## YOUR TASK:
Every entry below must be retyped exactly, and the pictures must be left out.

## MATERIAL FOR THE TASK:

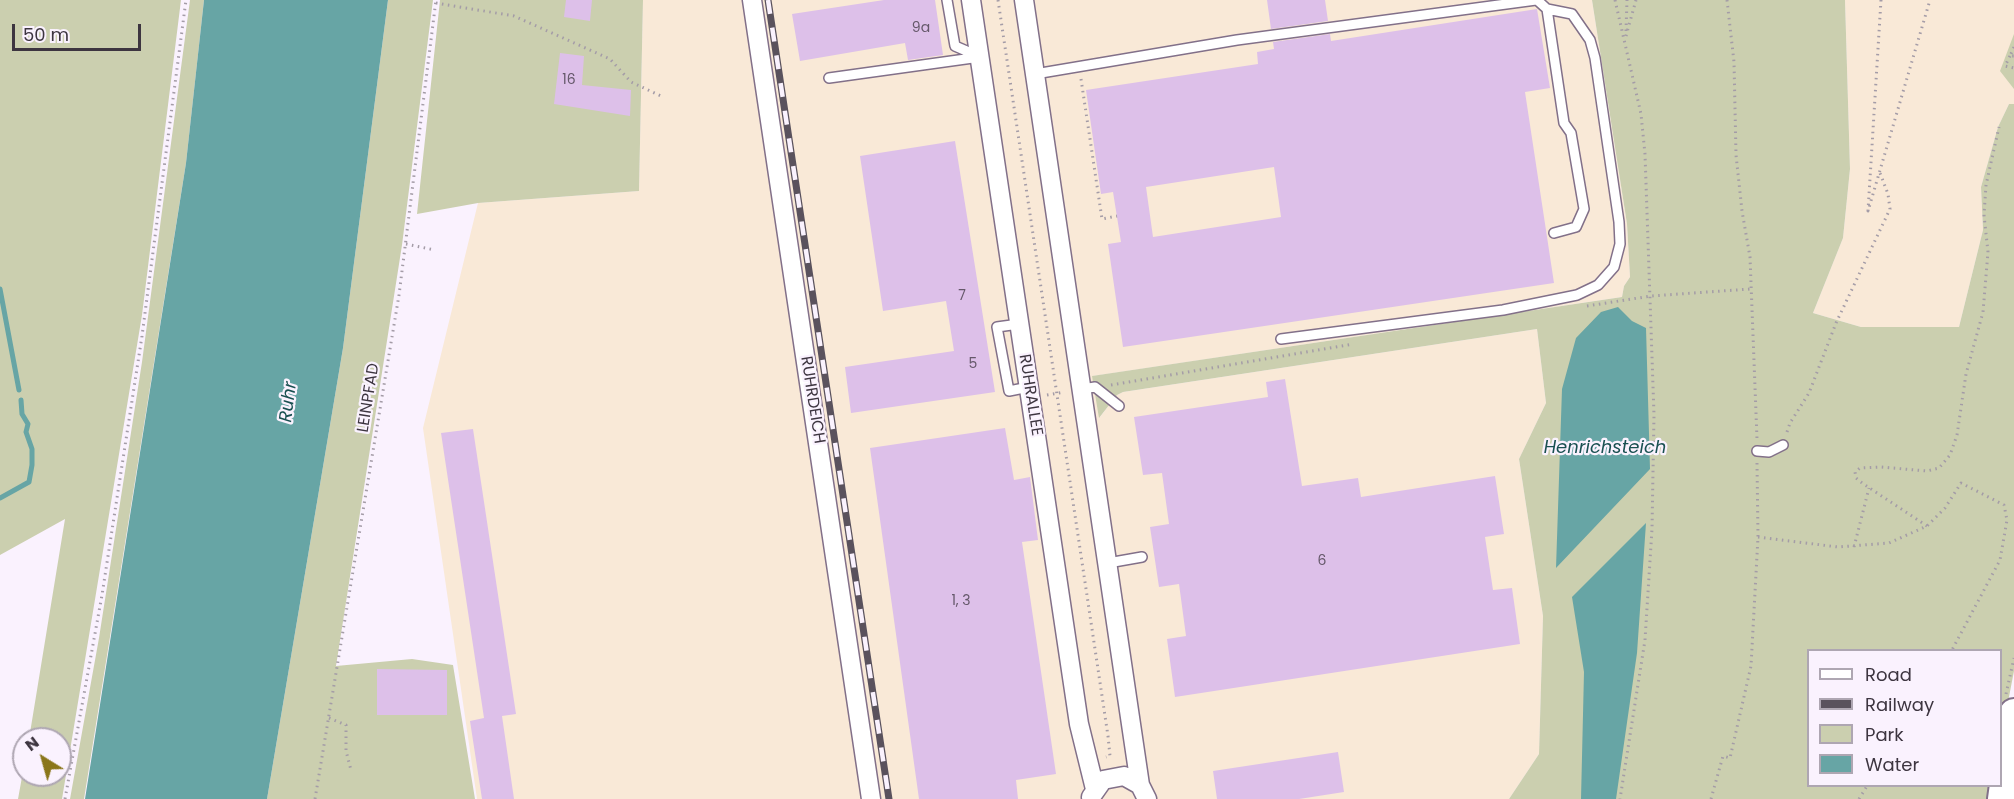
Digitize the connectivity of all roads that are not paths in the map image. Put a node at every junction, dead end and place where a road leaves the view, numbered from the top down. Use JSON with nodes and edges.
{"nodes":[{"id":1,"x":752,"y":0,"type":"edge"},
{"id":2,"x":947,"y":0,"type":"edge"},
{"id":3,"x":971,"y":0,"type":"edge"},
{"id":4,"x":1027,"y":0,"type":"edge"},
{"id":5,"x":1537,"y":0,"type":"edge"},
{"id":6,"x":1547,"y":9,"type":"junction"},
{"id":7,"x":980,"y":57,"type":"junction"},
{"id":8,"x":1035,"y":74,"type":"junction"},
{"id":9,"x":829,"y":78,"type":"dead end"},
{"id":10,"x":1554,"y":233,"type":"dead end"},
{"id":11,"x":1281,"y":339,"type":"dead end"},
{"id":12,"x":1082,"y":389,"type":"junction"},
{"id":13,"x":1119,"y":406,"type":"dead end"},
{"id":14,"x":1783,"y":446,"type":"road end"},
{"id":15,"x":1757,"y":451,"type":"road end"},
{"id":16,"x":1142,"y":557,"type":"dead end"},
{"id":17,"x":1108,"y":563,"type":"junction"},
{"id":18,"x":2014,"y":713,"type":"edge"},
{"id":19,"x":1143,"y":792,"type":"edge"},
{"id":20,"x":1093,"y":794,"type":"edge"},
{"id":21,"x":871,"y":799,"type":"edge"},
{"id":22,"x":2002,"y":799,"type":"edge"}],
"edges":[{"from":1,"to":21,"type":"street","name":"RUHRDEICH"},
{"from":2,"to":7,"type":"lane"},
{"from":3,"to":7,"type":"street","name":"RUHRALLEE"},
{"from":4,"to":8,"type":"street","name":"RUHRALLEE"},
{"from":5,"to":6,"type":"lane"},
{"from":5,"to":8,"type":"lane"},
{"from":6,"to":10,"type":"lane"},
{"from":6,"to":11,"type":"lane"},
{"from":7,"to":9,"type":"lane"},
{"from":7,"to":20,"type":"street","name":"RUHRALLEE"},
{"from":8,"to":12,"type":"street","name":"RUHRALLEE"},
{"from":12,"to":13,"type":"lane"},
{"from":12,"to":17,"type":"street","name":"RUHRALLEE"},
{"from":14,"to":15,"type":"lane"},
{"from":16,"to":17,"type":"lane"},
{"from":17,"to":19,"type":"street","name":"RUHRALLEE"},
{"from":18,"to":22,"type":"main road"},
{"from":19,"to":20,"type":"street","name":"RUHRALLEE"}]}
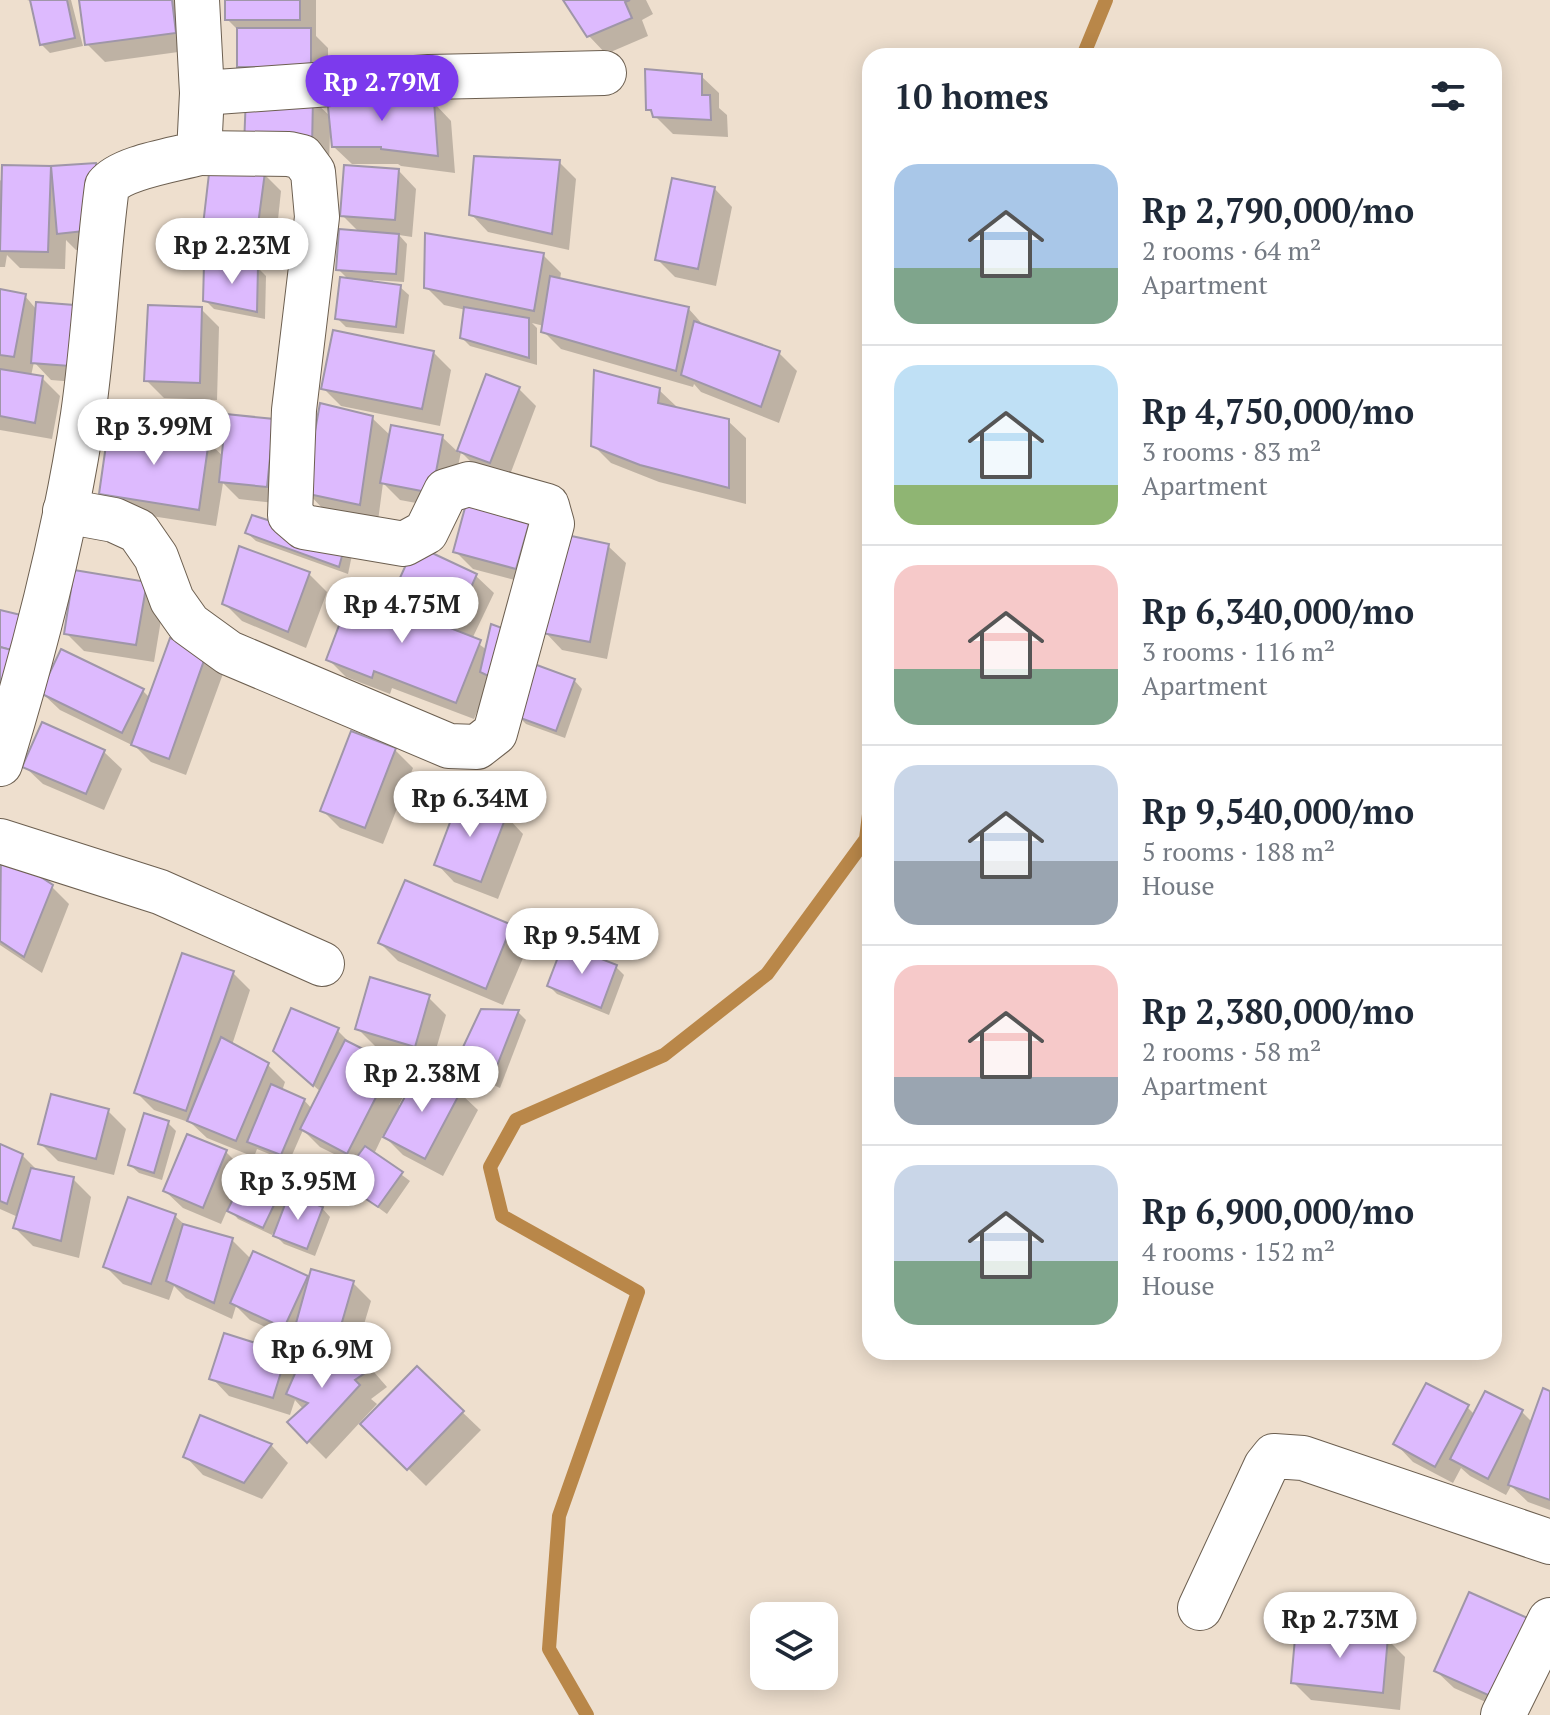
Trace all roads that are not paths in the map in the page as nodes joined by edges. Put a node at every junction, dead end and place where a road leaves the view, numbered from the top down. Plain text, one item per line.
1 (197, 0) edge
2 (604, 73) dead end
3 (202, 93) junction
4 (199, 153) junction
5 (65, 511) junction
6 (0, 764) edge
7 (0, 841) edge
8 (322, 964) dead end
9 (1550, 1542) edge
10 (1200, 1608) dead end
11 (1550, 1620) edge
12 (1503, 1715) edge

1 - 3 street
2 - 3 street
3 - 4 street
4 - 5 street
4 - 5 street
5 - 6 street
7 - 8 street
9 - 10 street
11 - 12 street

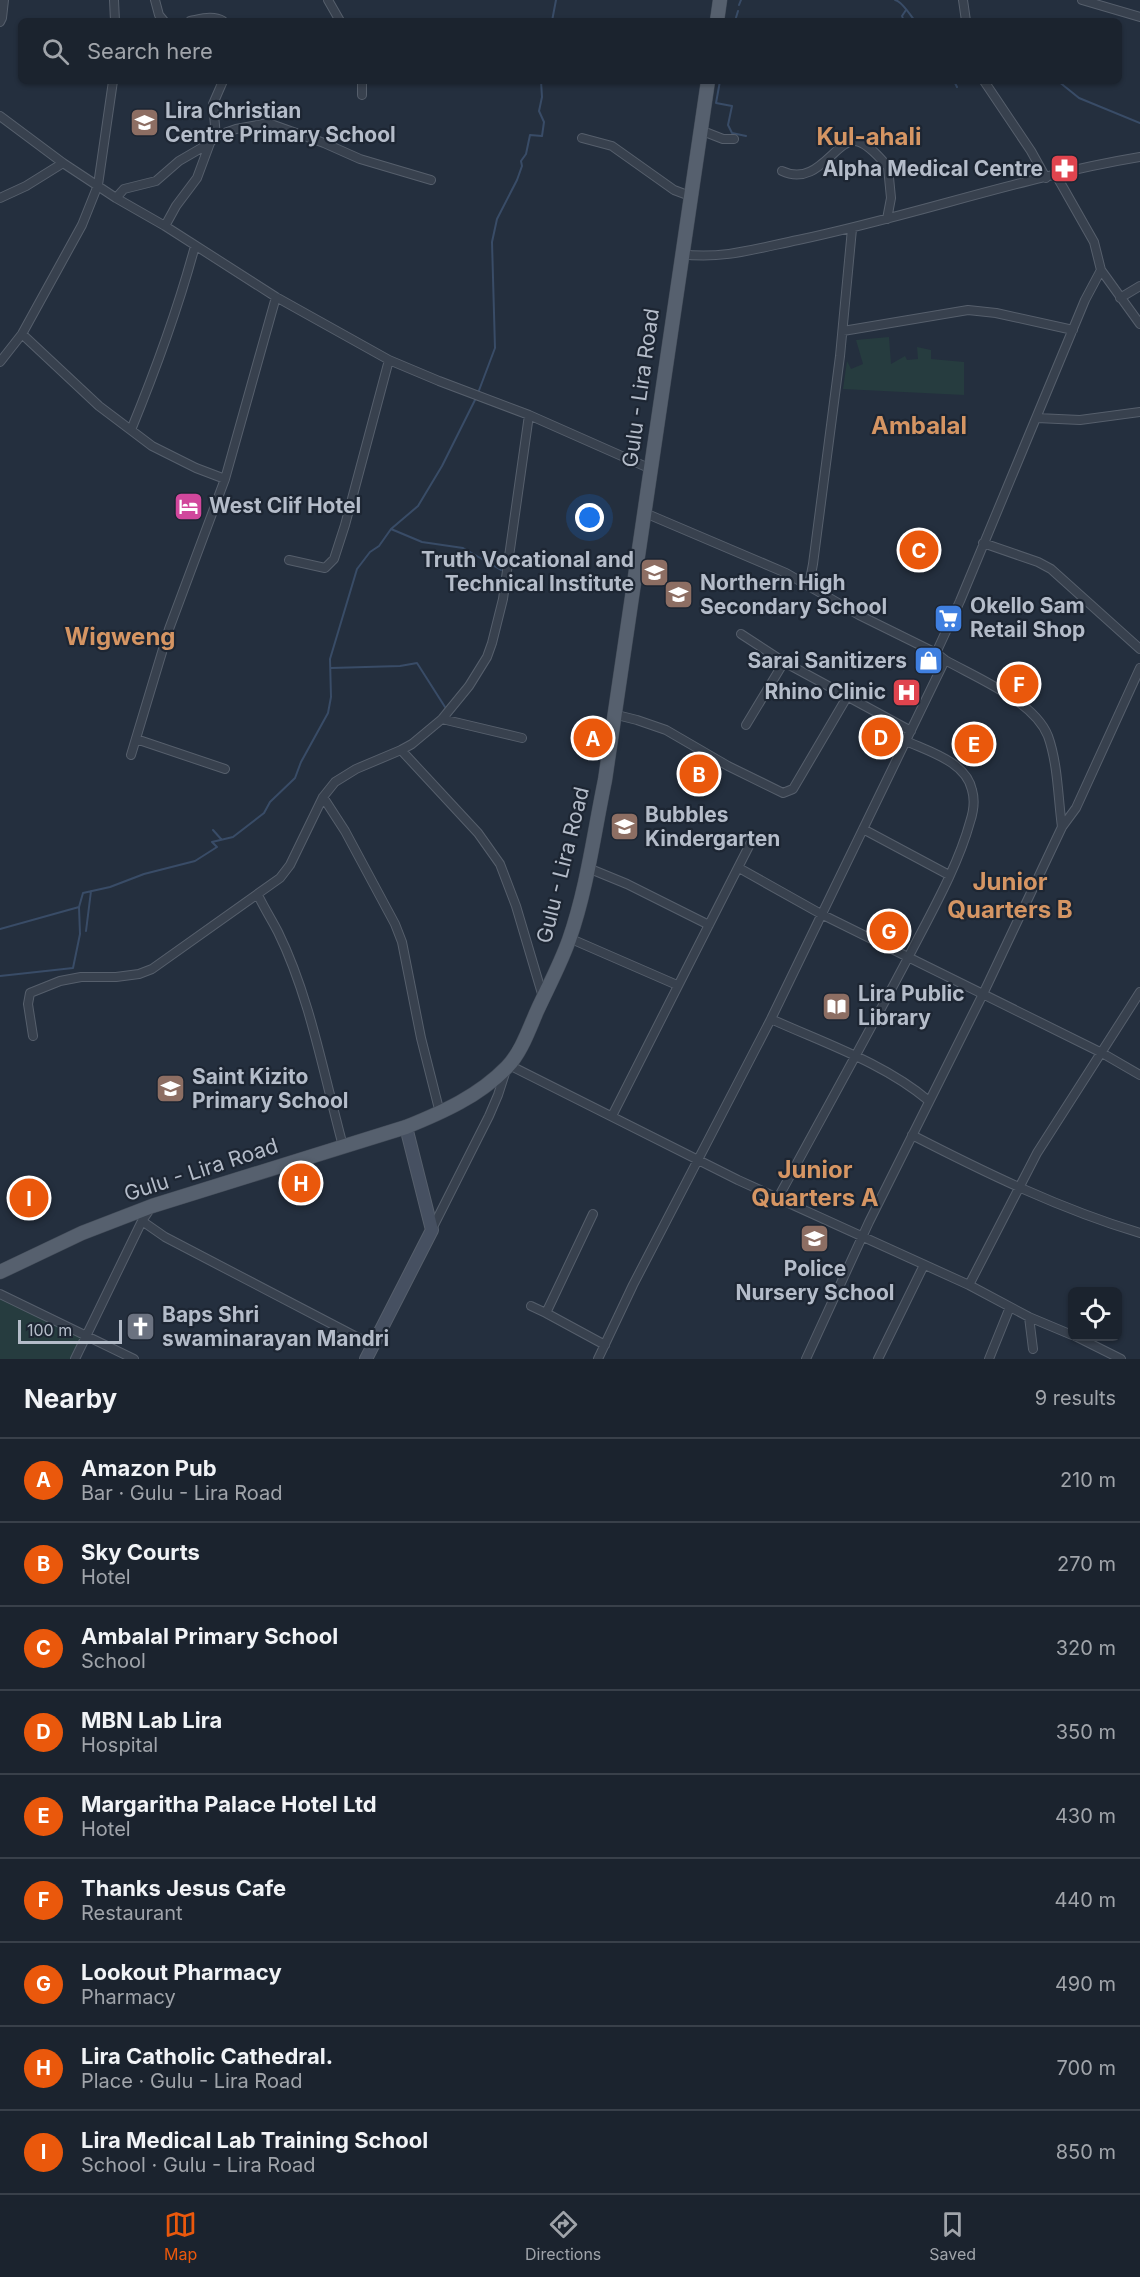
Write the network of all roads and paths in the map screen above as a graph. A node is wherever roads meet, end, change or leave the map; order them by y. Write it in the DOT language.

## SOLVED PROBLEM:
Digitize the connectivity of all roads that are not paths in the map image. Put a node at every junction, dead end and place where a road leaves the view, numbered from the top down. Use JSON with nodes and edges.
{"nodes":[{"id":1,"x":752,"y":0,"type":"edge"},
{"id":2,"x":947,"y":0,"type":"edge"},
{"id":3,"x":971,"y":0,"type":"edge"},
{"id":4,"x":1027,"y":0,"type":"edge"},
{"id":5,"x":1537,"y":0,"type":"edge"},
{"id":6,"x":1547,"y":9,"type":"junction"},
{"id":7,"x":980,"y":57,"type":"junction"},
{"id":8,"x":1035,"y":74,"type":"junction"},
{"id":9,"x":829,"y":78,"type":"dead end"},
{"id":10,"x":1554,"y":233,"type":"dead end"},
{"id":11,"x":1281,"y":339,"type":"dead end"},
{"id":12,"x":1082,"y":389,"type":"junction"},
{"id":13,"x":1119,"y":406,"type":"dead end"},
{"id":14,"x":1783,"y":446,"type":"road end"},
{"id":15,"x":1757,"y":451,"type":"road end"},
{"id":16,"x":1142,"y":557,"type":"dead end"},
{"id":17,"x":1108,"y":563,"type":"junction"},
{"id":18,"x":2014,"y":713,"type":"edge"},
{"id":19,"x":1143,"y":792,"type":"edge"},
{"id":20,"x":1093,"y":794,"type":"edge"},
{"id":21,"x":871,"y":799,"type":"edge"},
{"id":22,"x":2002,"y":799,"type":"edge"}],
"edges":[{"from":1,"to":21,"type":"street","name":"RUHRDEICH"},
{"from":2,"to":7,"type":"lane"},
{"from":3,"to":7,"type":"street","name":"RUHRALLEE"},
{"from":4,"to":8,"type":"street","name":"RUHRALLEE"},
{"from":5,"to":6,"type":"lane"},
{"from":5,"to":8,"type":"lane"},
{"from":6,"to":10,"type":"lane"},
{"from":6,"to":11,"type":"lane"},
{"from":7,"to":9,"type":"lane"},
{"from":7,"to":20,"type":"street","name":"RUHRALLEE"},
{"from":8,"to":12,"type":"street","name":"RUHRALLEE"},
{"from":12,"to":13,"type":"lane"},
{"from":12,"to":17,"type":"street","name":"RUHRALLEE"},
{"from":14,"to":15,"type":"lane"},
{"from":16,"to":17,"type":"lane"},
{"from":17,"to":19,"type":"street","name":"RUHRALLEE"},
{"from":18,"to":22,"type":"main road"},
{"from":19,"to":20,"type":"street","name":"RUHRALLEE"}]}
Trace all roads that are not paths in the map in the page as nodes joined by edges. Put a node at every junction, dead end and place where a road leaves the view, numbered from the top down. Plain text, one item per line.
1 (197, 0) edge
2 (604, 73) dead end
3 (202, 93) junction
4 (199, 153) junction
5 (65, 511) junction
6 (0, 764) edge
7 (0, 841) edge
8 (322, 964) dead end
9 (1550, 1542) edge
10 (1200, 1608) dead end
11 (1550, 1620) edge
12 (1503, 1715) edge

1 - 3 street
2 - 3 street
3 - 4 street
4 - 5 street
4 - 5 street
5 - 6 street
7 - 8 street
9 - 10 street
11 - 12 street

Write the network of all roads and paths in the map screen above as a graph. A node is wherever roads meet, end, change or leave the map; order them by y. Write it in the DOT language.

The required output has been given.